[Records from a data collection]

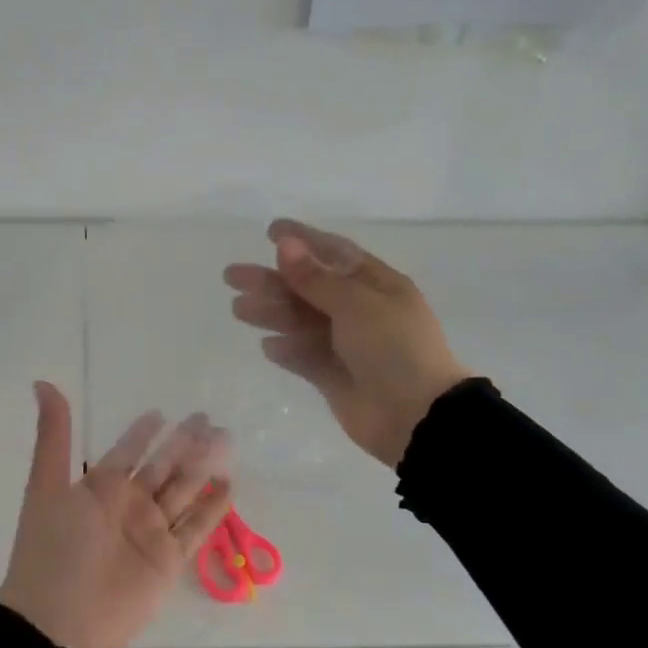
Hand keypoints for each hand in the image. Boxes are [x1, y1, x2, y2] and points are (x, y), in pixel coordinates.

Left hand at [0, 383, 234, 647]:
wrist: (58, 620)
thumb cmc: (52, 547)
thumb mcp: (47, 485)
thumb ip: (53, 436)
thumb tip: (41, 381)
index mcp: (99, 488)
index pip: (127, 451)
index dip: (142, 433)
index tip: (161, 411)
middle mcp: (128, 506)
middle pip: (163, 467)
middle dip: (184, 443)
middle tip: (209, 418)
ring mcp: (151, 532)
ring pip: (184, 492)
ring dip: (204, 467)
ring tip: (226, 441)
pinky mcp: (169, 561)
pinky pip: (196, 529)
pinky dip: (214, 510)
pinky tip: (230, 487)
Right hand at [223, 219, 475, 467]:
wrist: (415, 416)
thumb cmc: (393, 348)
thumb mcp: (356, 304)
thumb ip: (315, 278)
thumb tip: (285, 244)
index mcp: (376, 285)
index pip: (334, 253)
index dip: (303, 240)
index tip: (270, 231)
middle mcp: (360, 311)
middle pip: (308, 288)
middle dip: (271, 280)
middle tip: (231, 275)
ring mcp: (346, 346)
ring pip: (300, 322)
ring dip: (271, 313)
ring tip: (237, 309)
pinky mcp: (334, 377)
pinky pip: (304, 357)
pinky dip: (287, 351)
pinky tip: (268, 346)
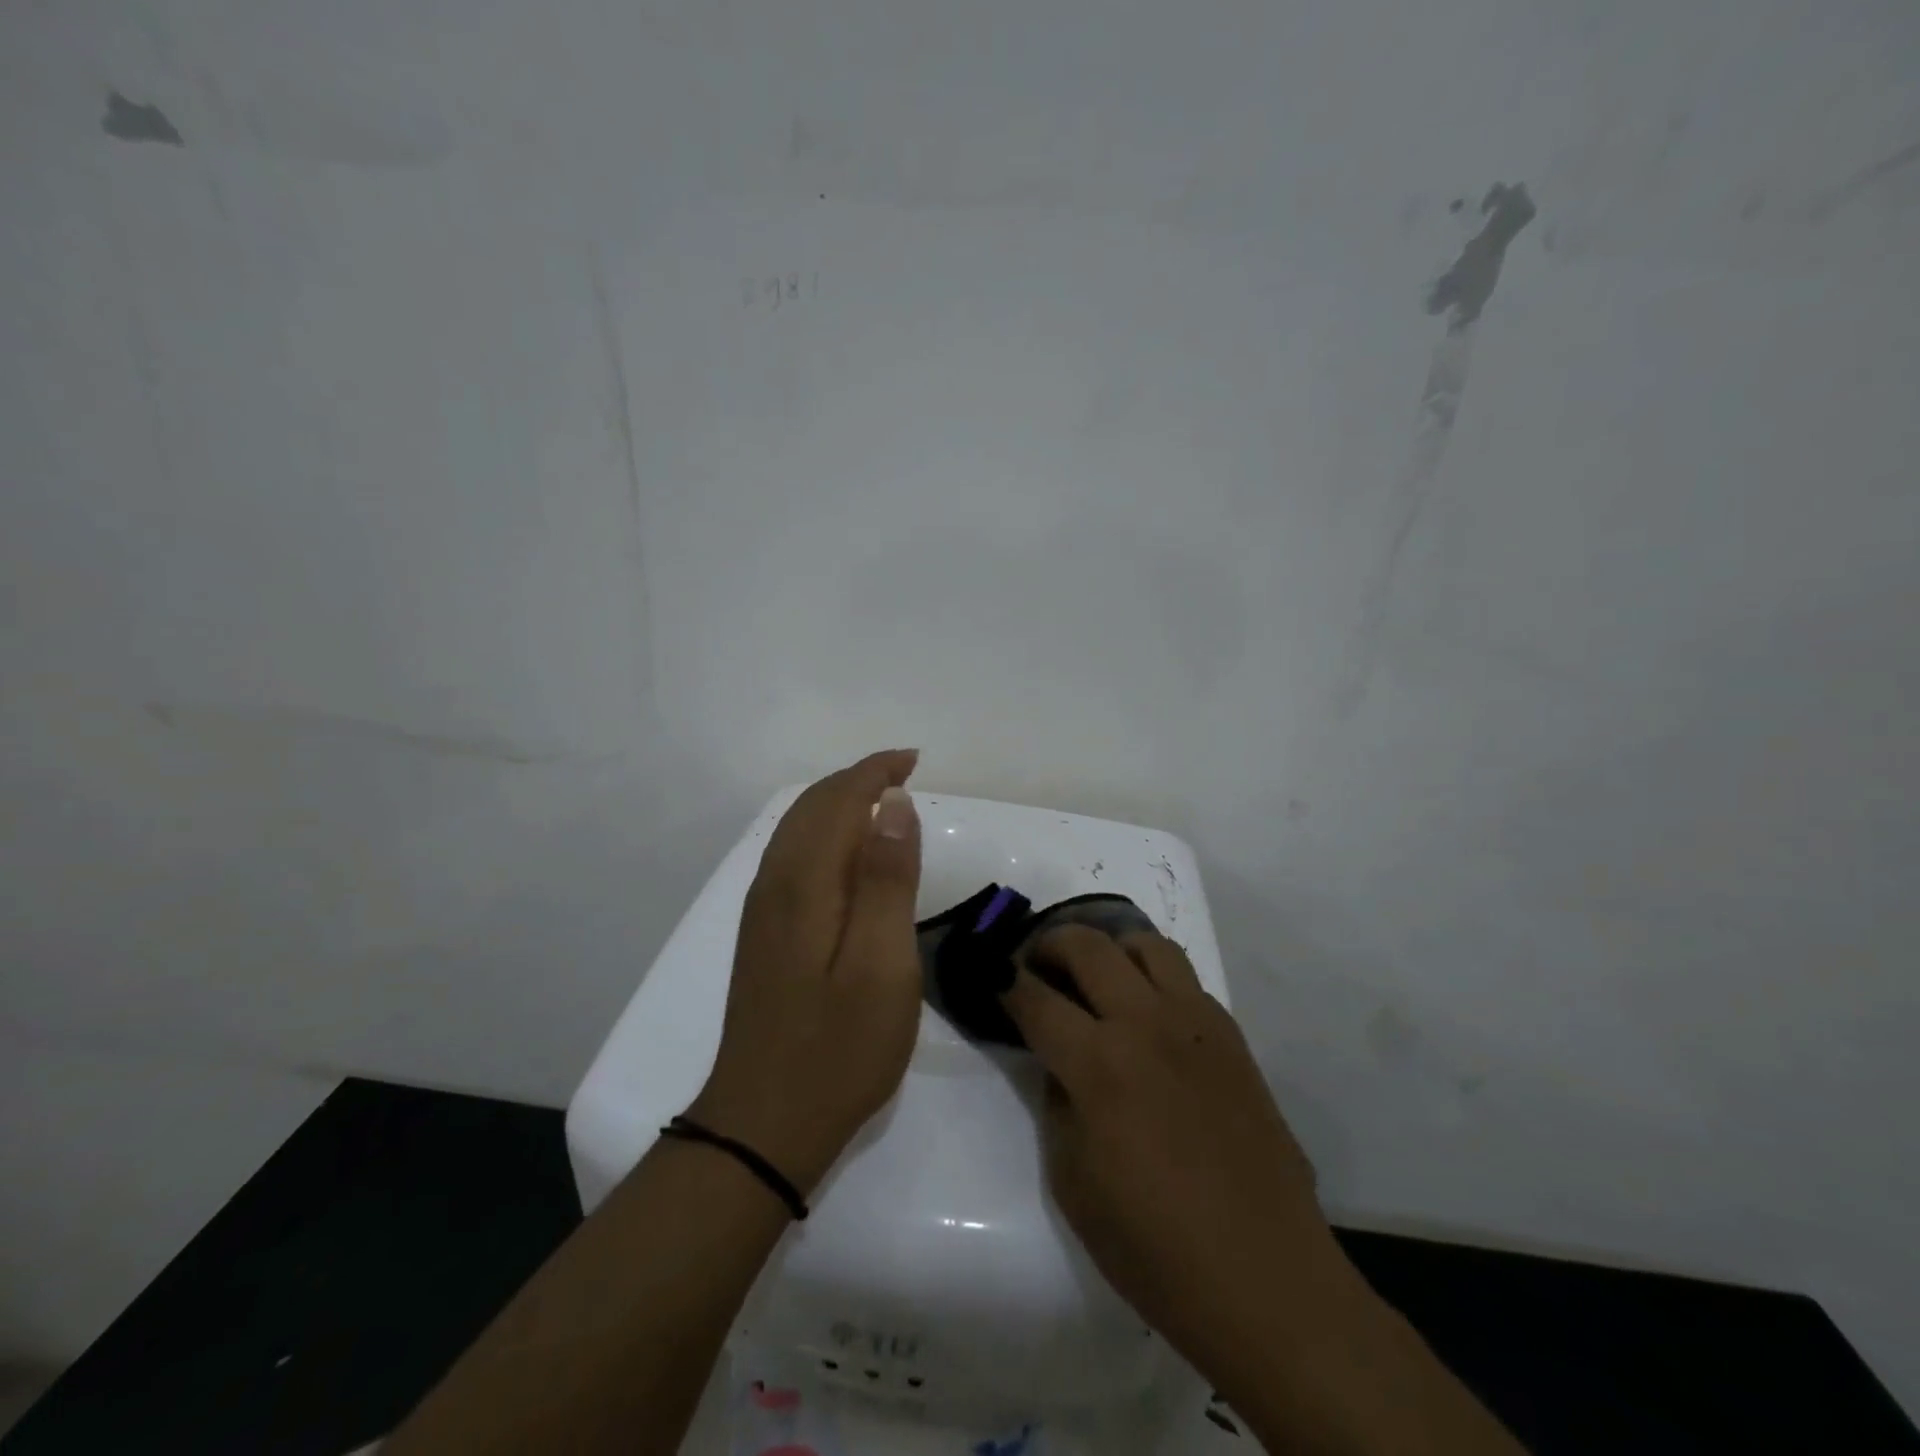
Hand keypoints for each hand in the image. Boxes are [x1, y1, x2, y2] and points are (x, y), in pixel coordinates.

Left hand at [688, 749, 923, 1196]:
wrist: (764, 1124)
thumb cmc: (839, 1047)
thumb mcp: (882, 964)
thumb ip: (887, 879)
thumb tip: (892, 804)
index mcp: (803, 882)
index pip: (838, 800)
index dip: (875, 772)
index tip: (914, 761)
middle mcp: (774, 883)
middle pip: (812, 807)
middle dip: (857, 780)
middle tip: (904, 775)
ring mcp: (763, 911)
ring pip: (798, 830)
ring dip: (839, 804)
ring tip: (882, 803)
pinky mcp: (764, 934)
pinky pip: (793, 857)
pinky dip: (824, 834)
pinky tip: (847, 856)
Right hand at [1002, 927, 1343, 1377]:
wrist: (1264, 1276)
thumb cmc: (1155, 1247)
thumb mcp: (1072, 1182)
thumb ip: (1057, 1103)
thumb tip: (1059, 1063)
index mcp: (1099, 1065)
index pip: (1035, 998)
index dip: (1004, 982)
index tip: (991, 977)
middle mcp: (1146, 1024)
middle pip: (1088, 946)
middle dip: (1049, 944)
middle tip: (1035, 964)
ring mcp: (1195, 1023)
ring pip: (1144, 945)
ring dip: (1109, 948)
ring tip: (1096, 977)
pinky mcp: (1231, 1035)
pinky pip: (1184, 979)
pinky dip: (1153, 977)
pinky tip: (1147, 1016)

==

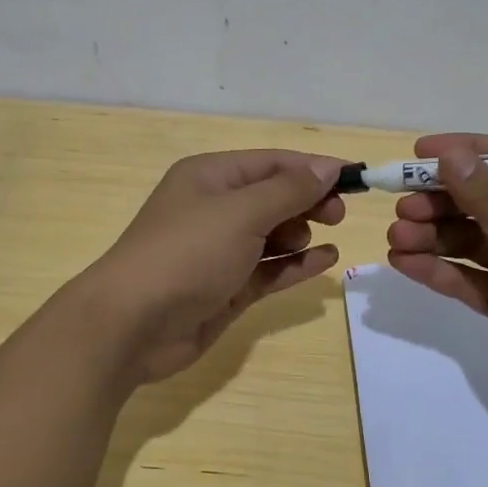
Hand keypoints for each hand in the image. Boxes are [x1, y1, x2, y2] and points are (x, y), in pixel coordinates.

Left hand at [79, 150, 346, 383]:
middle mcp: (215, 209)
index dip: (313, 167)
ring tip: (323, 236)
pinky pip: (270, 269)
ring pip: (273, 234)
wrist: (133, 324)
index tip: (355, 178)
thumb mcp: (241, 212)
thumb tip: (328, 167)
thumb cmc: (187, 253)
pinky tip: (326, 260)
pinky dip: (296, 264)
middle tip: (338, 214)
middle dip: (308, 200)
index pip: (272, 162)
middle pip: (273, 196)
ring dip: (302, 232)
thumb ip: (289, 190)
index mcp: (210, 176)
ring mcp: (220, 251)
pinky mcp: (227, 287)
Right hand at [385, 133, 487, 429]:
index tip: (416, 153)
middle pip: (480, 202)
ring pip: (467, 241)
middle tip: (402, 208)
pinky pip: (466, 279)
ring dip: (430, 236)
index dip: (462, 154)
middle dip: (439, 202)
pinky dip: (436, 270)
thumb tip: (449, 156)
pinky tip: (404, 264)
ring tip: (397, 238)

### Action item
From the records above, retype only the lines starting at the line that contains "middle mcp: (215, 209)" and ending at the line that contains "ring tip: (397, 238)", both included.

### Answer box
middle mcp: (215, 209)
index dip: (313, 167)
ring tip: (323, 236)
pinky pip: (270, 269)
ring pip: (273, 234)
wrist: (133, 324)
index tip: (355, 178)
thumb mcp: (241, 212)
thumb tip: (328, 167)
thumb cmc: (187, 253)
pinky tip: (326, 260)
pinky dip: (296, 264)
middle tip: (338, 214)
middle dip: (308, 200)
index pip: (272, 162)
middle pip: (273, 196)
ring dip: (302, 232)
thumb ip: (289, 190)
index mcp: (210, 176)
ring mcp: (220, 251)
pinky mcp: (227, 287)
Right hand at [385, 133, 487, 429]:
index tip: (416, 153)
middle pip: (480, 202)
ring pip: (467, 241)
middle tip: (402, 208)
pinky pip: (466, 279)
ring dip: (430, 236)
index dip: (462, 154)
middle dip: (439, 202)
pinky dip: (436, 270)
thumb tip: (449, 156)
pinky tip: (404, 264)
ring tip: (397, 238)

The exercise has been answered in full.